In cases of both virtual and augmented reality, what your hands are doing need to be seen and interpreted. If you can’t interact with your hands in a virtual world, you can’t do anything. Say you want to pick up items from a virtual desktop, drive a virtual car or produce virtual pottery. The hands are obviously key.
A new system has been developed which uses a “convolutional neural network” that mimics the human brain and is capable of “deep learning” to understand the hand’s nearly endless complexity of joint angles and contortions.
“We figure out where your hands are and where your fingers are and all the motions of the hands and fingers in real time,” said Karthik Ramani, Purdue University’s Donald W. Feddersen Professor of Mechanical Engineering and director of the C Design Lab.
Ramani created a system called DeepHand, which uses a depth-sensing camera to capture your hand, and specialised algorithms then interpret hand motions.
“It’s called a spatial user interface because you are interfacing with the computer in space instead of on a touch screen or keyboard,” Ramani said.
The researchers “trained” DeepHand with a database of 2.5 million hand poses and configurations.

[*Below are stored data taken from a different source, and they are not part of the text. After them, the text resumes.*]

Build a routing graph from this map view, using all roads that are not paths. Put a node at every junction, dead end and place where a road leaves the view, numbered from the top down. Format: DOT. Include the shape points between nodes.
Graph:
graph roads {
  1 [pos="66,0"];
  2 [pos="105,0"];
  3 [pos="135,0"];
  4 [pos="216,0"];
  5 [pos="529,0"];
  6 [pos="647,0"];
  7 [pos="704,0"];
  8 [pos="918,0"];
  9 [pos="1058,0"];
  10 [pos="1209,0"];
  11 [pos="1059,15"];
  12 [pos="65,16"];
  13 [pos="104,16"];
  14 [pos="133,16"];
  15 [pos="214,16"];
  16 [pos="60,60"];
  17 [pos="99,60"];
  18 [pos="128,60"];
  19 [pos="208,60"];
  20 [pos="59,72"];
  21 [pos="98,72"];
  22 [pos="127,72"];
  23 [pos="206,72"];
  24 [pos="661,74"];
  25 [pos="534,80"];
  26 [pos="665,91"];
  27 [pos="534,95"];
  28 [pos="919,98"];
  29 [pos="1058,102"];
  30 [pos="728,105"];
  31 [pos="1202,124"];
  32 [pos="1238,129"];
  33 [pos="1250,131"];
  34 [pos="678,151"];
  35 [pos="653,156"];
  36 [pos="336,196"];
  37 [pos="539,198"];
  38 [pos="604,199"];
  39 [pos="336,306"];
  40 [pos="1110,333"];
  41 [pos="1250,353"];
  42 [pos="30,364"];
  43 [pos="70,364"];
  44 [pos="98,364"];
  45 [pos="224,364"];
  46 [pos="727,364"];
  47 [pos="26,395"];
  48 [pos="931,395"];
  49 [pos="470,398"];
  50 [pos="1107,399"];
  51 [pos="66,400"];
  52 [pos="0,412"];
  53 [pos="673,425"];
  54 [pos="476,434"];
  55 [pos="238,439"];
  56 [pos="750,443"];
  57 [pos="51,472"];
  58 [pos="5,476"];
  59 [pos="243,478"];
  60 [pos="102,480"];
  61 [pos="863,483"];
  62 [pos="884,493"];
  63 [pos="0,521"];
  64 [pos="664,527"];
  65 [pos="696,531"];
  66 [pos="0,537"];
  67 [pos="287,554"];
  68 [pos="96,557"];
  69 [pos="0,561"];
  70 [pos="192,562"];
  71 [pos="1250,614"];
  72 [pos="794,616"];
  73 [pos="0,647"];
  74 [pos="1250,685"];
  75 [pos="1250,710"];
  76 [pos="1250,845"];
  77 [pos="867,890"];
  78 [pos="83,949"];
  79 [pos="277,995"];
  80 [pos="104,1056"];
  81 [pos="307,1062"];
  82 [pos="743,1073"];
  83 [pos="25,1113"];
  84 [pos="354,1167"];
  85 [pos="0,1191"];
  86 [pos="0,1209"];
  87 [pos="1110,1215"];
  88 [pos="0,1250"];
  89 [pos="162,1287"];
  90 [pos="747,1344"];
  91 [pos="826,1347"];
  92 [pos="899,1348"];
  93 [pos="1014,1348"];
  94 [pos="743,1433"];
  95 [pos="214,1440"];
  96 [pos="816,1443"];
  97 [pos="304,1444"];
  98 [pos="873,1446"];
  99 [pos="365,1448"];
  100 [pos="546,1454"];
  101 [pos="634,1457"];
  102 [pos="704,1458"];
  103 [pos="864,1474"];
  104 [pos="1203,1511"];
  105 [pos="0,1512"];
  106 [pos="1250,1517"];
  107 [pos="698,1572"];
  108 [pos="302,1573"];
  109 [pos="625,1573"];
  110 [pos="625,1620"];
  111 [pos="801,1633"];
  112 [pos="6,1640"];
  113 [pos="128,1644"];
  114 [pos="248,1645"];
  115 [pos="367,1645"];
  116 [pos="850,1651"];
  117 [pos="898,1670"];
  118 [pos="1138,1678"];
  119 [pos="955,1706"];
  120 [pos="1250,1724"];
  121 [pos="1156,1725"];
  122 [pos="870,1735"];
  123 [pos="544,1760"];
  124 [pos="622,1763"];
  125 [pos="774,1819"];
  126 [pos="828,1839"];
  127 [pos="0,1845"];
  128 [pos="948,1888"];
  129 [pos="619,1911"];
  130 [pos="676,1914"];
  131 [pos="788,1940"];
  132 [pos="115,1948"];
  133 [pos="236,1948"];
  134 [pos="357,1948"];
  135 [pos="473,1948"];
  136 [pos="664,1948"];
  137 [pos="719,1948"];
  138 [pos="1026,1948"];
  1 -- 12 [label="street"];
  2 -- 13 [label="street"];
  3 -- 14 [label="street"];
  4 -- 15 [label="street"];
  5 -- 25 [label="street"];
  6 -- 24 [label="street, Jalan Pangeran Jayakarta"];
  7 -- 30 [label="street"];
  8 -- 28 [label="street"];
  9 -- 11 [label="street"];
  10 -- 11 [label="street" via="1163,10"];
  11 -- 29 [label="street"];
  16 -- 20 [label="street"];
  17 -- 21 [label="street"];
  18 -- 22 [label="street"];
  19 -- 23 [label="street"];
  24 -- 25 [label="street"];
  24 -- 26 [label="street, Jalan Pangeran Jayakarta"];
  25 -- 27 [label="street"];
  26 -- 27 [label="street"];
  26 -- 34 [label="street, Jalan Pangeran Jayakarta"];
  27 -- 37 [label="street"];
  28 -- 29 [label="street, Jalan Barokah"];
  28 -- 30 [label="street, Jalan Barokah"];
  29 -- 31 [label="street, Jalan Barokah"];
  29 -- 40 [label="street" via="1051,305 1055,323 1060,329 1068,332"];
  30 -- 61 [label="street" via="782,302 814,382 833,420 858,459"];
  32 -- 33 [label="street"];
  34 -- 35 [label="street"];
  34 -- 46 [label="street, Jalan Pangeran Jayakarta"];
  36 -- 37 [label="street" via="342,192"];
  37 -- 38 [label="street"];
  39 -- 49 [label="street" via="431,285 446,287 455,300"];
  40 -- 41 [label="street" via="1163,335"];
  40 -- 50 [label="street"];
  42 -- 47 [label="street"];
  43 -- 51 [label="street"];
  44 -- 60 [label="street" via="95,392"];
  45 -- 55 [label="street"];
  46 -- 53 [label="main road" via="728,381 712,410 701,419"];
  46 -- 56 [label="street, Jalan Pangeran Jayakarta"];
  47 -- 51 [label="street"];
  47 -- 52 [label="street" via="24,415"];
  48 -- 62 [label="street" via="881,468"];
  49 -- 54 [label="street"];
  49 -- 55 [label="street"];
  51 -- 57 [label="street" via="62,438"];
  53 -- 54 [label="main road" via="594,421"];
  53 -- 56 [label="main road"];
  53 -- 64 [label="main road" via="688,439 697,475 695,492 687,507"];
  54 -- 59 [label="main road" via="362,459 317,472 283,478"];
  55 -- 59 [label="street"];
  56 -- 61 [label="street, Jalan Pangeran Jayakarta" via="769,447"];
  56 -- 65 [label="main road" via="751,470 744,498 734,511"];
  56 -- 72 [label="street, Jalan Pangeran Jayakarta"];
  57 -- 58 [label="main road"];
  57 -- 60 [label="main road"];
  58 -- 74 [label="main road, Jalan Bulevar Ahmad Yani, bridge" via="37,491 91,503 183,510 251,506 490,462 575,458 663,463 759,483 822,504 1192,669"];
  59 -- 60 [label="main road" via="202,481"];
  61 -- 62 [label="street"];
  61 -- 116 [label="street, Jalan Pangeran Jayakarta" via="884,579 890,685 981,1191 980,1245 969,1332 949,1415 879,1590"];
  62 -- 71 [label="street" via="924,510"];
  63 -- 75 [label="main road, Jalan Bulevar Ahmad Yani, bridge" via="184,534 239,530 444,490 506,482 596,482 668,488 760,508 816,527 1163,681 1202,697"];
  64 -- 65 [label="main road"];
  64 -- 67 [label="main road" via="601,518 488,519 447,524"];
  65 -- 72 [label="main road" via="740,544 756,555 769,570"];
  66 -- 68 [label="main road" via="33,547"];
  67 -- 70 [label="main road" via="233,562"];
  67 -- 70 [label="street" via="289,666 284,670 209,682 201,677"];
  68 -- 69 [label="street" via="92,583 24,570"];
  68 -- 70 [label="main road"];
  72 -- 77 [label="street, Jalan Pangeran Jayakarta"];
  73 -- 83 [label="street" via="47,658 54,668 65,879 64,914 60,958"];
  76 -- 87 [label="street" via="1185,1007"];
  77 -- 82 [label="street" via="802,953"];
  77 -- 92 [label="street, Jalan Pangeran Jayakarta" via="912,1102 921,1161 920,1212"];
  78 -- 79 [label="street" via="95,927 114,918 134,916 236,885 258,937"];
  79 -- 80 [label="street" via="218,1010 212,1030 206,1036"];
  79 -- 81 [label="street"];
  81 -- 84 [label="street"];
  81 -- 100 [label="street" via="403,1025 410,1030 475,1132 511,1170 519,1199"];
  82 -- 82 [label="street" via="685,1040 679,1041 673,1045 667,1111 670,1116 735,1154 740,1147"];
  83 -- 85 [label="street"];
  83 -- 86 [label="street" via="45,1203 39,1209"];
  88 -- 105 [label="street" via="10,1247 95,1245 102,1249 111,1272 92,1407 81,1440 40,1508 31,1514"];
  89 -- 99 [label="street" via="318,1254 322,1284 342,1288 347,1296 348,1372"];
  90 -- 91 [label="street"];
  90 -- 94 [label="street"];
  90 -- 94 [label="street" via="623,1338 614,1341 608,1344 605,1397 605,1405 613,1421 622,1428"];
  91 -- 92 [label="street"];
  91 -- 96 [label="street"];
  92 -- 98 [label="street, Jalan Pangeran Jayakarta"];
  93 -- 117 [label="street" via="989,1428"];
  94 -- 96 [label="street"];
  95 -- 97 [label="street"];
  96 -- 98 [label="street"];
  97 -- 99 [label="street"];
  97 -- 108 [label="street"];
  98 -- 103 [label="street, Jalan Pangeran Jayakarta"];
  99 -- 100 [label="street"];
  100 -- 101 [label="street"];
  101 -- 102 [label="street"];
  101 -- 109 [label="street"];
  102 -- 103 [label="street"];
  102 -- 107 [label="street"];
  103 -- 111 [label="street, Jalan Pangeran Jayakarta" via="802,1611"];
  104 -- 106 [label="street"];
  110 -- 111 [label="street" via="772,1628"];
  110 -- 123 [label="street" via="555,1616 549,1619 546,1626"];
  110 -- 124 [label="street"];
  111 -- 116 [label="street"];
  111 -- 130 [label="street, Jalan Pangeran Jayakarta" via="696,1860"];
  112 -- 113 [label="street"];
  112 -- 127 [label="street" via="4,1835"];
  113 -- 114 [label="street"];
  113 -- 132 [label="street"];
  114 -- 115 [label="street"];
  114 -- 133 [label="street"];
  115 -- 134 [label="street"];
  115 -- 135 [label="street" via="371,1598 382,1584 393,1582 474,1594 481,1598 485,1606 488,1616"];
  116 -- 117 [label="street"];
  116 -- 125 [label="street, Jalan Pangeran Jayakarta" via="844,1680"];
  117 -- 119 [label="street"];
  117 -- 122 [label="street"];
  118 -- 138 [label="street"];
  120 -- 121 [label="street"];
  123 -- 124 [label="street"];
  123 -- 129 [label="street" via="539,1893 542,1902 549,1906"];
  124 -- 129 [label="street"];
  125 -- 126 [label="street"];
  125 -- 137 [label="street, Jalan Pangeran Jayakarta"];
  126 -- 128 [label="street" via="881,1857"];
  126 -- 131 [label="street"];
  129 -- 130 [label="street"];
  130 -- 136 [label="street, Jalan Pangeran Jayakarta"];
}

The positions of finger joints are assigned specific “feature vectors” that can be quickly retrieved.
The researchers identify key angles in the hand, look at how these angles change, and these configurations are represented by a set of numbers. Then, from the database the system selects the ones that best fit what the camera sees.
“The idea is similar to the Netflix algorithm, which is able to select recommended movies for specific customers based on a record of previous movies purchased by that customer,” Ramani said.
DeepHand selects “spatial nearest neighbors” that best fit hand positions picked up by the camera. Although training the system requires a large computing power, once the system has been trained it can run on a standard computer.